Per rigenerare la polis bisogna rilanciare un condiviso senso del bene comune. Ripartire dai giovani, dall’educazione, dal lavoro e dalla famiglia. In particolare l’educazione è il primo veicolo per salvaguardare il patrimonio distintivo dei valori e dei saperi di una società, ma anche il suo patrimonio di conoscenze tecnologiche e di cultura d’impresa. Il triste primato che possediamo fra i paesi dell’OCSE nel numero dei giovani della generazione né-né (che non lavorano e non studiano) va al più presto superato. Ridare autorità agli insegnanti e ai genitori, valorizzare e integrare l’immigrazione evitando irenismo e razzismo. Riguardo alla vita politica e democratica del Paese, vi è un elevato grado di disinformazione e disinteresse soprattutto fra i giovani. È necessario uno sforzo per informarsi in modo critico così da elaborare efficacemente il proprio pensiero. Sono questi alcuni dei punti indicati dal Comitato scientifico e organizzatore della 46ª Settimana sociale dei cattolici italiani.

Il punto da cui partire dunque è il bene comune come vita retta per tutti, come elemento unificatore di una società pluralista, come orizzonte etico che precede la politica.

Obiettivo finale: realizzare un contributo, in vista della Settimana Sociale di ottobre, che tenga conto del percorso compiuto.
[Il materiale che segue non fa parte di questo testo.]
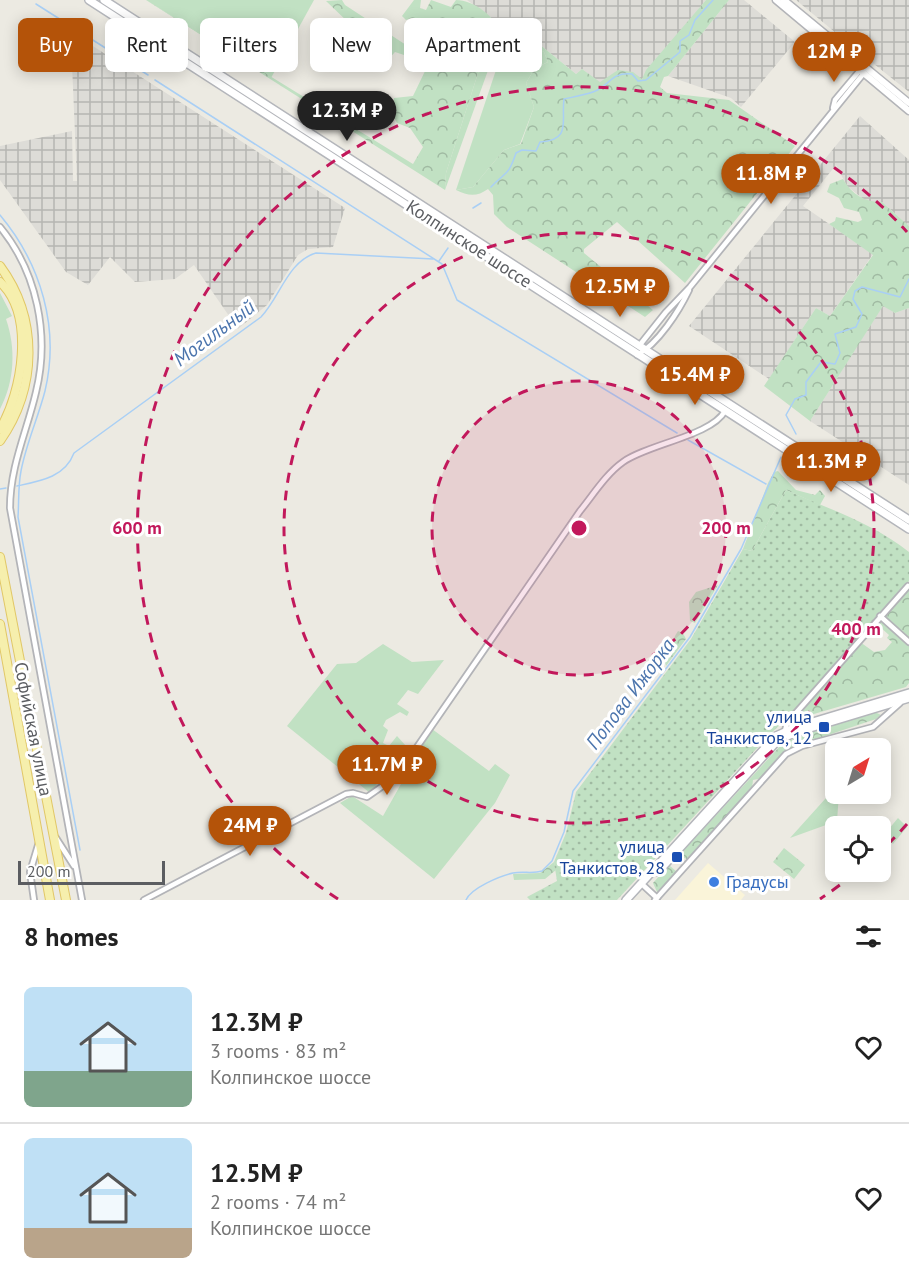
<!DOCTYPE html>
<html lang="en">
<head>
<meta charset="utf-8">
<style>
  body { margin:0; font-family:"PT Sans",sans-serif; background:#f6f6f6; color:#222; height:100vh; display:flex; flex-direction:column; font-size:22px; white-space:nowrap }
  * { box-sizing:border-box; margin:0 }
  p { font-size:20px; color:#767676 }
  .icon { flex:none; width:33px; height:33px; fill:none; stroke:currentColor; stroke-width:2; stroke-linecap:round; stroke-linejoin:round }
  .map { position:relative; height:900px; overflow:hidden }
  .drawer { display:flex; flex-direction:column; background:#fff; flex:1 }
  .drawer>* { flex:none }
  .banner { position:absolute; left:18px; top:18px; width:600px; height:54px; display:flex; gap:12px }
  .needle { width:39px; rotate:38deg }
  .controls { position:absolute; left:825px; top:738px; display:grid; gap:12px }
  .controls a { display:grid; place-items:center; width:66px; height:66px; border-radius:9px; background:#fff; box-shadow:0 3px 15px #0003; font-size:30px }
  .scale { position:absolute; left:18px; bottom:15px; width:147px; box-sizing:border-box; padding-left:6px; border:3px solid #5b5d61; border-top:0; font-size:16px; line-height:21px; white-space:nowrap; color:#5b5d61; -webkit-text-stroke:4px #fff; paint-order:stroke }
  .price { position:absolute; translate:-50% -51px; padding:0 14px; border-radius:21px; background:#b45309; color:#fff; font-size:20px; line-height:39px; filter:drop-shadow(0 2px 3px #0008) }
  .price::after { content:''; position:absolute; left:50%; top:36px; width:18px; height:14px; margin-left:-9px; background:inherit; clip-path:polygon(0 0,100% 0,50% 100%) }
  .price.selected { background:#222; color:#fff }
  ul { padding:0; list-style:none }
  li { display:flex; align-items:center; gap:18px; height:150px; padding:0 24px }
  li+li { border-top:2px solid #e0e0e0 }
  li span { display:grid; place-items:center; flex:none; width:168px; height:120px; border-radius:9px; color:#555 }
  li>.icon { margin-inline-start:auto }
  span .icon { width:72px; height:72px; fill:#fffc; stroke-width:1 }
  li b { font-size:26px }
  h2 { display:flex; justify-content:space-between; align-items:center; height:72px; padding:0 24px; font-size:26px }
  .pill { padding:0 21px; border-radius:9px; background:#fff; box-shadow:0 3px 15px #0003; font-size:21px; line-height:54px }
  .pill.selected { background:#b45309; color:#fff }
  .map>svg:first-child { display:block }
  .commercial { fill:#faf4d9 }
  .industrial { fill:url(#industrial-grid) }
  .grass { fill:#c1e1c3 }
  .forest { fill:url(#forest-crowns) }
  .garden { fill:url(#garden-dots) }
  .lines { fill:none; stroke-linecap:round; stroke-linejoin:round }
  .stream { stroke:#a9cff5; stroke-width:1.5 }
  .minor-casing { stroke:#b3b4b8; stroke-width:8 }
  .tertiary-casing { stroke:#b3b4b8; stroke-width:9 }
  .secondary-casing { stroke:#b4b6bb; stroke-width:10 }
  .primary-casing { stroke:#e1c766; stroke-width:10 }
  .minor { stroke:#fff; stroke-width:4.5 }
  .tertiary { stroke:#fff; stroke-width:6 }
  .secondary { stroke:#fff; stroke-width:7 }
  .primary { stroke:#f6efad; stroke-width:8 }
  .ring { fill:none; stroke:#c2185b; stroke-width:3; stroke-dasharray:10 8 }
  .transit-dot { fill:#1a4fb4; stroke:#fff; stroke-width:2 }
  .shop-dot { fill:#3f7fe0; stroke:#fff; stroke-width:2 }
  .labels { text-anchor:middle; stroke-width:6; stroke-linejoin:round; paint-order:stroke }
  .street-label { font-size:18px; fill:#5b5d61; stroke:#fff }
  .transit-label { font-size:18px; fill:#164399; stroke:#fff; text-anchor:end }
  .shop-label { font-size:18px; fill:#366cbe; stroke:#fff; text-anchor:start }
  .water-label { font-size:20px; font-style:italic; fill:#4c75ad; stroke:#fff }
  .centre { fill:#c2185b; stroke:#fff; stroke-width:3 }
  .ring-label { font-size:18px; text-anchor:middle; font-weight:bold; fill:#c2185b; stroke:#fff; stroke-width:6; stroke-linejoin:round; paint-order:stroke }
</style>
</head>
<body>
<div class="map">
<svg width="909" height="900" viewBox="0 0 909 900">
  <defs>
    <pattern id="industrial-grid" width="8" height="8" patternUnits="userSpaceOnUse" patternTransform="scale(1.5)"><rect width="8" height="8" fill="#dddcd7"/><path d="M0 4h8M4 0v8" fill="none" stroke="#b6b6b2"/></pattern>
    <pattern id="forest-crowns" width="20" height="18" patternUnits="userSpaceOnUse" patternTransform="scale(1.5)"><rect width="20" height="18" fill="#c1e1c3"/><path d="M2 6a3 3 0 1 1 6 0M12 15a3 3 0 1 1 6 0" fill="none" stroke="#a0baa2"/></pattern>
    <pattern id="garden-dots" width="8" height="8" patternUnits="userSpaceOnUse" patternTransform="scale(1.5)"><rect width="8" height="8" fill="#c1e1c3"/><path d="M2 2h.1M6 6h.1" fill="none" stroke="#a0baa2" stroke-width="1.8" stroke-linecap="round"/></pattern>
  </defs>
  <rect width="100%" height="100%" fill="#eceae2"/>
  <!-- commercial -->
  <polygon class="commercial" points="708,863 745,895 741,900 675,900"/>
  <!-- industrial -->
  <g class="industrial">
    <polygon points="467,0 706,0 642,79 599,82 582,69 576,74 533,39 526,44"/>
    <polygon points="729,0 744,0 795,42 741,107 731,98 668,76"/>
    <polygon points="796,0 909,0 909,92 859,52"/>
    <polygon points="85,41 345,208 333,247 308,249 298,255 267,305 238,329 194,265 175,279 135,282 110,257 88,285 66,272 0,180 0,146 72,131 73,181 77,181 72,64"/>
    <polygon points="860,116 909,160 909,226 882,202 867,202 847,186 836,165 803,206 873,254 830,316 816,308 769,379 689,326"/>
    <polygon points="883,305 895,313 909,308 909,485 810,421"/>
  </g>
  <!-- grass -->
  <g class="grass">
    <polygon points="146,0 314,0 271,78"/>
    <polygon points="509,31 544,52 548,62 535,68 526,83 534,107 520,144 504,150 473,187 456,190"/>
    <polygon points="500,37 445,190 446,173 480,67 489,60"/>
    <path d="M0 293 12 316 6 319C16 348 15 381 0 409Z"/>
    <polygon points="383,644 412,662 444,660 418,694 408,690 397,704 409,712 407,716 400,712 386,720 383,726 388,730 383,743 389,746 397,736 406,746 370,793 287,726 337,664 356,663"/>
    <polygon points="432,729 489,771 495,764 510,775 495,803 434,879 340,803 352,796 383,816"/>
    <polygon points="835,788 836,794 839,794 837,821 790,838"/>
    <polygon points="898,818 907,827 893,844 883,836"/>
  </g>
  <!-- forest -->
  <g class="forest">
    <path d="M146 0 413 164 423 147 410 128 397 123 392 114 394 98 413 96 426 69 407 56 395 52 386 62 379 58 377 42 350 24 326 1 342 0 345 5 429 60 436 41 446 44 456 28 446 21 434 35 412 18 406 20 402 16 414 0H421L420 8 426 10 431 0 451 7 456 0C474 0 496 17 501 34L489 60 480 67 446 173 445 190Z"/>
    <path d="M706 0H729L668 76 664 77 660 87 667 93 729 100 795 146 685 283 617 222 584 249V253L653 310 645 317 507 227 494 214 493 195 488 189C477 197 468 196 456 190L473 187 504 150 521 144 534 107 526 83 535 68 548 62 544 52 526 44 533 39 576 74 582 69 600 82 618 70 633 72 642 79 646 70Z"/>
    <path d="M843 179C852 195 865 202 882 202L909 226V308L895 313 883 306 810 421 764 386 816 308 830 316 873 255 829 224 835 221 836 217 858 222 862 220 859 212 844 208 839 198 827 192 830 184Z"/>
    <polygon points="778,471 796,490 815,495 820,490 825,496 820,505 786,490 752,551 743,549 768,483 774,472"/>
    <polygon points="718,585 695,623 690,621 689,602 696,592"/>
    <polygon points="909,587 909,638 883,616"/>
    <polygon points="876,622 884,622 909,644 909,683 906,687 790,721 860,642 874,652 885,650 892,642 887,638 889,635 880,627 875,631 871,628"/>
    <path d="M678 631 683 633 686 639 666 666 665 662C670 652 671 641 678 631Z"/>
    <polygon points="875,712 881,715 876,719 795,746 787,751 763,778 753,780 752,788 691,859 688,860 683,857 684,850 782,744 812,731 824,732 837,723"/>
    <polygon points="784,848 805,865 794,879 773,862"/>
    <polygon points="554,862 556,870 545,879 514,880 513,874 540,873"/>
    <polygon points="669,865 677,872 657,892 653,883"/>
  </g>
  <!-- garden -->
  <path class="garden" d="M786 490C827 508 874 524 909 552V581L793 713 770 734 617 900H530L527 897 557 881 554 862 566 833 576 792 691 639 743 549 752 551Z"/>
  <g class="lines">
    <!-- stream -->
    <g class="stream">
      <polyline points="36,4 148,75"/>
      <polyline points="155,80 442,264 457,300 677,433"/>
      <path d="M491 187C506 171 508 177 516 153L522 150 536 151 540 142C572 140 561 121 564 99 573 97 584 95 593 92 611 86 609 72 632 74L638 81 646 80 680 52V41L689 35 695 20 713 0"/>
      <polyline points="473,208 481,203"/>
      <path d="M0 215C41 264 60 328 45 391 38 418 26 444 21 471 18 486 19 502 18 517L80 850"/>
      <polyline points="439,261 448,248"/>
      <polyline points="796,434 786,415 795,399 806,395 806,382 821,362 835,364 840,353 835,334 856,327 862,314 853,299 855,291 862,287 900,297 909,279"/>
      <polyline points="688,440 766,484"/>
      <path d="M17 486C41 481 65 477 74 453L261 317C280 297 288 261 316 253L433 259"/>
      <polyline points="0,489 6,488"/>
      <path d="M466 900C471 888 500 876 513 873 523 871 533 874 542 871L552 861 564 832 573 791 690 637 741 549 781 457"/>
    </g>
    <defs>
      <g id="minor">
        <polyline points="833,108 835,100 861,69"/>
        <path d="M0 227C37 272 50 335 36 392 27 431 10 466 10 508L82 900"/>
        <polyline points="639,346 666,312 690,287 864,73"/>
        <path d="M637 355C658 344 679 311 689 290"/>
        <polyline points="880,616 909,642"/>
        <polyline points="785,731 787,723 908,586"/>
        <polyline points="56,838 74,866"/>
        <polyline points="644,886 657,898"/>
        <polyline points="34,900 30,872 39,842"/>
        <path d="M144 900 346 794 353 793 367 797 397 776 580 511C593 495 606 474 623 462 648 444 711 436 725 411"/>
        <polyline points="655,900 786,754 802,746 873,727 900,703"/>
      </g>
      <g id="tertiary">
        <polyline points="776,0 909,111"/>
        <polyline points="784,0 909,103"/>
      </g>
      <g id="secondary">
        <polyline points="89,0 909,529"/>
        <polyline points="104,0 909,520"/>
        <polyline points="658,872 778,740 797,732 909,698"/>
        <polyline points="626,900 776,736 796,727 909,693"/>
      </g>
      <g id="primary">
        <path d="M0 266C39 319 37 388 0 441"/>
        <path d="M0 282C36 315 22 393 0 429"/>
        <polyline points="0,557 66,900"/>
        <polyline points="0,624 50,900"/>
      </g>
    </defs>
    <!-- minor casing -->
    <use href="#minor" class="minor-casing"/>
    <!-- tertiary casing -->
    <use href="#tertiary" class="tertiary-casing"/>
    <!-- secondary casing -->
    <use href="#secondary" class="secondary-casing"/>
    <!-- primary casing -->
    <use href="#primary" class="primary-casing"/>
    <!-- minor -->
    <use href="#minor" class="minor"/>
    <!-- tertiary -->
    <use href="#tertiary" class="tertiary"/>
    <!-- secondary -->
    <use href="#secondary" class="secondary"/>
    <!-- primary -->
    <use href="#primary" class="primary"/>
  </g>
  <!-- distance rings -->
  <circle cx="579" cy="528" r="147" fill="#c2185b" fill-opacity=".12"/>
  <g class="ring">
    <circle cx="579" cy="528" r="147"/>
    <circle cx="579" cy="528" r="295"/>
    <path d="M907 824A442 442 0 0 1 883 849M854 874A442 442 0 0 1 820 899M338 899A442 442 0 1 1 907 232"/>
  </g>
  <!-- markers -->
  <g class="transit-dot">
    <rect x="818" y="721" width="12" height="12" rx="3"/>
    <rect x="671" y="851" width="12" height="12" rx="3"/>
  </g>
  <circle class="shop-dot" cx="714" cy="882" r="6"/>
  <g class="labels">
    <!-- street labels -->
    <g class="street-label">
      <text transform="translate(469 244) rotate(33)" y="6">Колпинское шоссе</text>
      <text transform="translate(33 729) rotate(79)" y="6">Софийская улица</text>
    </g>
    <!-- transit labels -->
    <g class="transit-label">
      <text x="812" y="723">улица<tspan x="812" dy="21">Танкистов, 12</tspan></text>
      <text x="665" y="853">улица<tspan x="665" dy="21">Танкистов, 28</tspan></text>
    </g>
    <!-- shop labels -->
    <g class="shop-label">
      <text x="726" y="888">Градусы</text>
    </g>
    <!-- water labels -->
    <g class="water-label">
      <text transform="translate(214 333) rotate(-37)" y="7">Могильный</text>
      <text transform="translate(630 694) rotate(-53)" y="7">Попова Ижорка</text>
    </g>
  </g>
  <circle cx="579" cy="528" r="9" class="centre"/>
  <g class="ring-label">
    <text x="726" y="534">200 m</text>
    <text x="137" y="534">600 m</text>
    <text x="856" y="635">400 m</text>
  </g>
</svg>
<div class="controls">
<a><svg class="needle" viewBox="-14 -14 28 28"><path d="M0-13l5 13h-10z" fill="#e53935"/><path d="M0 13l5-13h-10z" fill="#767676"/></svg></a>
<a><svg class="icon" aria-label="locate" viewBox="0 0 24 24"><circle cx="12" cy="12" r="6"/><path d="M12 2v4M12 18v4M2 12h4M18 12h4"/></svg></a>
</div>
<div class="scale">200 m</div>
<b class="price" style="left:834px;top:83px">12M ₽</b>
<b class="price selected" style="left:347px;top:142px">12.3M ₽</b>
<b class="price" style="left:771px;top:205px">11.8M ₽</b>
<b class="price" style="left:620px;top:318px">12.5M ₽</b>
<b class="price" style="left:695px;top:406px">15.4M ₽</b>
<b class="price" style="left:831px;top:493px">11.3M ₽</b>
<b class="price" style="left:387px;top:796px">11.7M ₽</b>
<b class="price" style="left:250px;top:857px">24M ₽</b>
<div class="banner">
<a class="pill selected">Buy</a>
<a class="pill">Rent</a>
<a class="pill">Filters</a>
<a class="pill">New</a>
<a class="pill">Apartment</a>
</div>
</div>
<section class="drawer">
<h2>8 homes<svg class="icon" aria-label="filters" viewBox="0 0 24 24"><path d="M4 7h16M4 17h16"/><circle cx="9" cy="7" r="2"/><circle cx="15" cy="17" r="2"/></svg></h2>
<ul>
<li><span style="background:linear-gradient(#bfe0f5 70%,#7fa58c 0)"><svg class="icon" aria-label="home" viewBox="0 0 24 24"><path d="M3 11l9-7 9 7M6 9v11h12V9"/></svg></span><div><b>12.3M ₽</b><p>3 rooms · 83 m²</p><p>Колпинское шоссе</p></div><svg class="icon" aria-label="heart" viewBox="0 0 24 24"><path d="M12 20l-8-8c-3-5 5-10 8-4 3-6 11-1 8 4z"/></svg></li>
<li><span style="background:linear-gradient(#bfe0f5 75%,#b9a48a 0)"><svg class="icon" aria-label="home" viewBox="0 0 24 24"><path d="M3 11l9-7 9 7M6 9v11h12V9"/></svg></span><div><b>12.5M ₽</b><p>2 rooms · 74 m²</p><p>Колпинское шоссе</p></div><svg class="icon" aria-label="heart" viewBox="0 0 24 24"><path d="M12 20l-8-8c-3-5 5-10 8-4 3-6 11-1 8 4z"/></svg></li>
</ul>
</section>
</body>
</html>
E aiutare il mondo cattolico a trovare moduli operativi per affrontare i problemi attuali e lavorare al futuro del paese

‘Riprendere a crescere’ è il motto che già da ora fa da filo conduttore.

A maggio sarà pubblicato il ‘Documento preparatorio’ per stimolare ancora e raccogliere la partecipazione delle realtà ecclesiali particolari.